===== MATERIAL PROVIDED =====

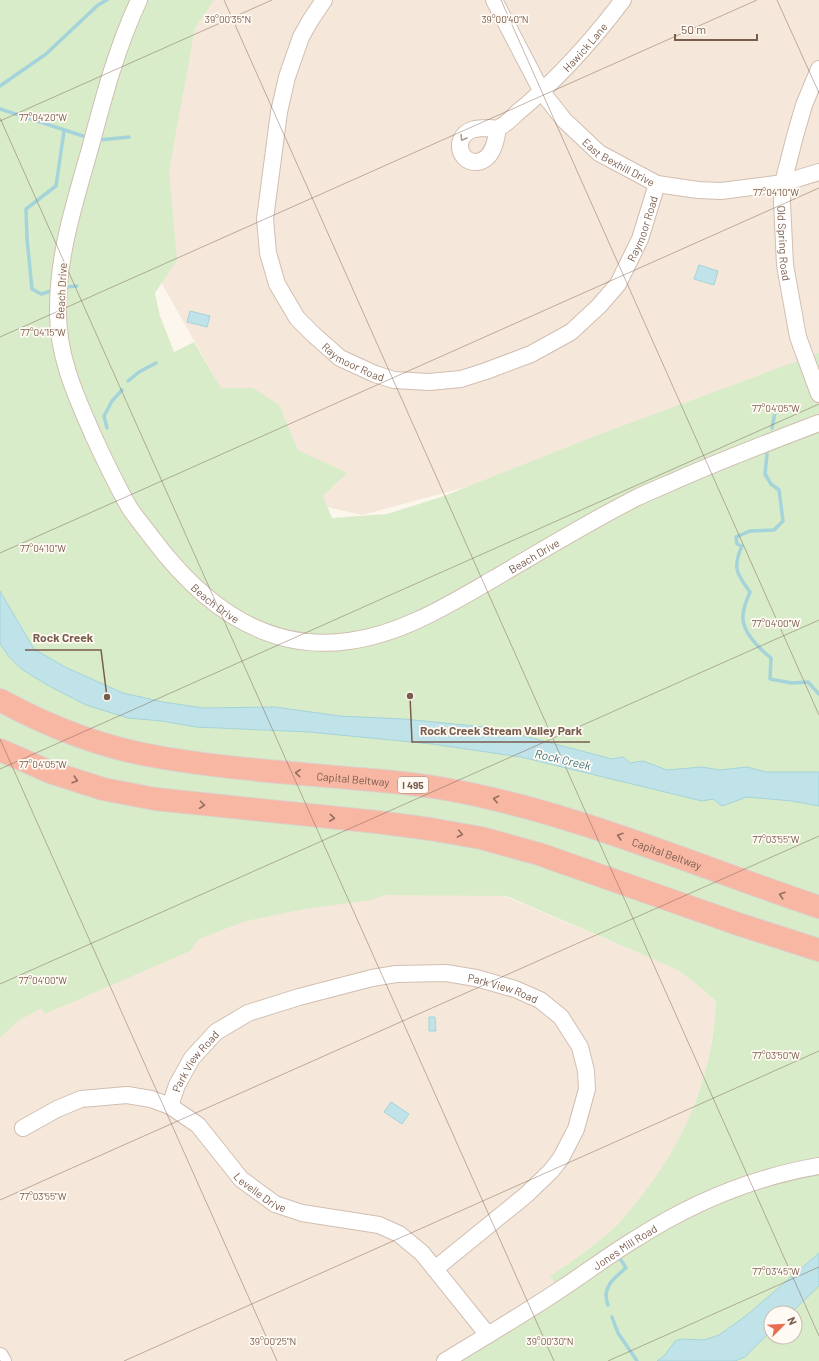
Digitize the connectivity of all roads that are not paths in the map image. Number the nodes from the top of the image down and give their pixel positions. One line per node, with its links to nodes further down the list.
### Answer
1 (139, 0): 12 (street, Beach Drive)
2 (324, 0): 10 (street, Raymoor Road)
3 (494, 0): 6 (street, East Bexhill Drive)
4 (623, 0): 6 (street, Hawick Lane)
5 (819, 69): 9 (street, Old Spring Road)
6 (542, 92): 7 (street, Hawick Lane); 10 (street, East Bexhill Drive)
7 (498, 128)
8 (819, 172): 9 (street, East Bexhill Drive)
9 (783, 183): 10 (street, East Bexhill Drive); 11 (street, Old Spring Road)
10 (657, 184)
11 (819, 394)
12 (819, 423)
13 (0, 700): 15 (highway, Capital Beltway / I 495, one-way to 13)
14 (0, 750): 16 (highway, one-way to 16)
15 (819, 907)
16 (819, 950)
17 (170, 1106): 18 (street, Levelle Drive); 20 (street, Levelle Drive); 20 (street, Park View Road)
18 (23, 1128)
19 (819, 1166): 21 (street, Jones Mill Road)
20 (435, 1269): 21 (street, Levelle Drive)
21 (488, 1335): 24 (street, Jones Mill Road)
22 (0, 1356): 23 (street)
23 (3, 1361)
24 (446, 1361)

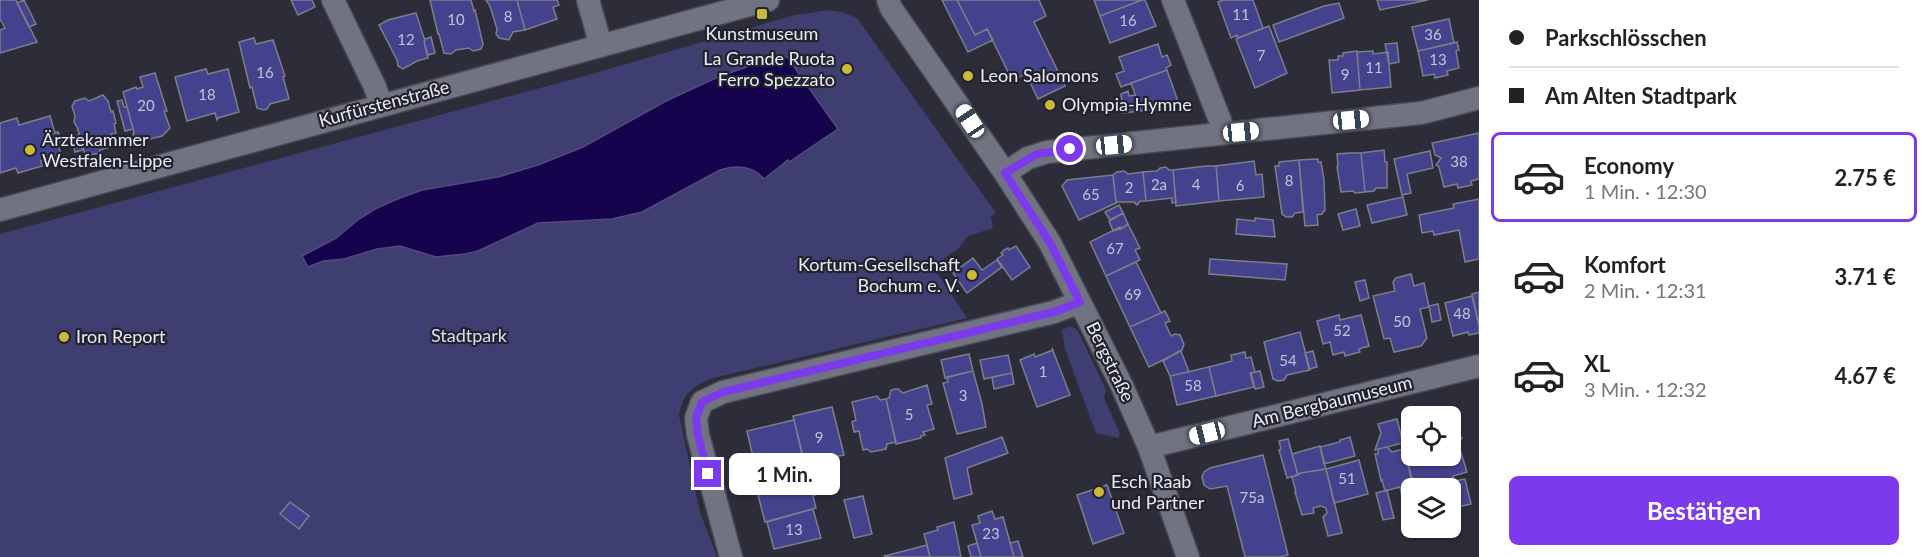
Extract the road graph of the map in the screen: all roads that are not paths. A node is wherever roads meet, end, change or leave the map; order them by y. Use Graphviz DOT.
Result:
graph roads {
  1 [pos="333,0"];
  2 [pos="588,0"];
  3 [pos="768,0"];
  4 [pos="888,0"];
  5 [pos="1173,0"];
  6 [pos="601,46"];
  7 [pos="1479,98"];
  8 [pos="381,105"];
  9 [pos="1225,133"];
  10 [pos="1005,173"];
  11 [pos="0,210"];
  12 [pos="1080,302"];
  13 [pos="1479,366"];
  14 [pos="1149,447"];
  15 [pos="1182,556"];
  16 [pos="731,557"];
  1 -- 8 [label="street"];
  2 -- 6 [label="street"];
  3 -- 6 [label="street, Kurfürstenstraße"];
  4 -- 10 [label="street, Bergstraße"];
  5 -- 9 [label="street"];
  6 -- 8 [label="street, Kurfürstenstraße"];
  7 -- 9 [label="street"];
  8 -- 11 [label="street, Kurfürstenstraße"];
  9 -- 10 [label="street"];
  10 -- 12 [label="street, Bergstraße"];
  12 -- 14 [label="street, Bergstraße"];
  12 -- 16 [label="street"];
  13 -- 14 [label="street, Am Bergbaumuseum"];
  14 -- 15 [label="street, Bergstraße"];
}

=====

**WHAT IS REQUIRED:**
Retype the listing above exactly. Pictures are not part of the copy.

**TASK RESULT:**
Digitize the connectivity of all roads that are not paths in the map image. Number the nodes from the top of the image down and give their pixel positions. One line per node, with its links to nodes further down the list.
### Answer
1 (139, 0): 12 (street, Beach Drive)
2 (324, 0): 10 (street, Raymoor Road)
3 (494, 0): 6 (street, East Bexhill Drive)
4 (623, 0): 6 (street, Hawick Lane)
5 (819, 69): 9 (street, Old Spring Road)
6 (542, 92): 7 (street, Hawick Lane); 10 (street, East Bexhill Drive)
7 (498, 128)
8 (819, 172): 9 (street, East Bexhill Drive)
9 (783, 183): 10 (street, East Bexhill Drive); 11 (street, Old Spring Road)
10 (657, 184)
11 (819, 394)
12 (819, 423)
13 (0, 700): 15 (highway, Capital Beltway / I 495, one-way to 13)
14 (0, 750): 16 (highway, one-way to 16)
15 (819, 907)
16 (819, 950)
17 (170, 1106): 18 (street, Levelle Drive); 20 (street, Levelle Drive); 20 (street, Park View Road)
18 (23, 1128)
19 (819, 1166): 21 (street, Jones Mill Road)
20 (435, 1269): 21 (street, Levelle Drive)
21 (488, 1335): 24 (street, Jones Mill Road)
22 (0, 1356): 23 (street)
23 (3, 1361)
24 (446, 1361)

Extract the road graph of the map in the screen: all roads that are not paths. A node is wherever roads meet, end, change or leave the map; order them by y. Use Graphviz DOT.
Result:
graph roads {
  1 [pos="333,0"];
  2 [pos="588,0"];
  3 [pos="768,0"];
  4 [pos="888,0"];
  5 [pos="1173,0"];
  6 [pos="601,46"];
  7 [pos="1479,98"];
  8 [pos="381,105"];
  9 [pos="1225,133"];
  10 [pos="1005,173"];
  11 [pos="0,210"];
  12 [pos="1080,302"];
  13 [pos="1479,366"];
  14 [pos="1149,447"];
  15 [pos="1182,556"];
  16 [pos="731,557"];
  1 -- 8 [label="street"];
  2 -- 6 [label="street"];
  3 -- 6 [label="street, Kurfürstenstraße"];
  4 -- 10 [label="street, Bergstraße"];
  5 -- 9 [label="street"];
  6 -- 8 [label="street, Kurfürstenstraße"];
  7 -- 9 [label="street"];
  8 -- 11 [label="street, Kurfürstenstraße"];
  9 -- 10 [label="street"];
  10 -- 12 [label="street, Bergstraße"];
  12 -- 14 [label="street, Bergstraße"];
  12 -- 16 [label="street"];
  13 -- 14 [label="street, Am Bergbaumuseum"];
  14 -- 15 [label="street, Bergstraße"];
}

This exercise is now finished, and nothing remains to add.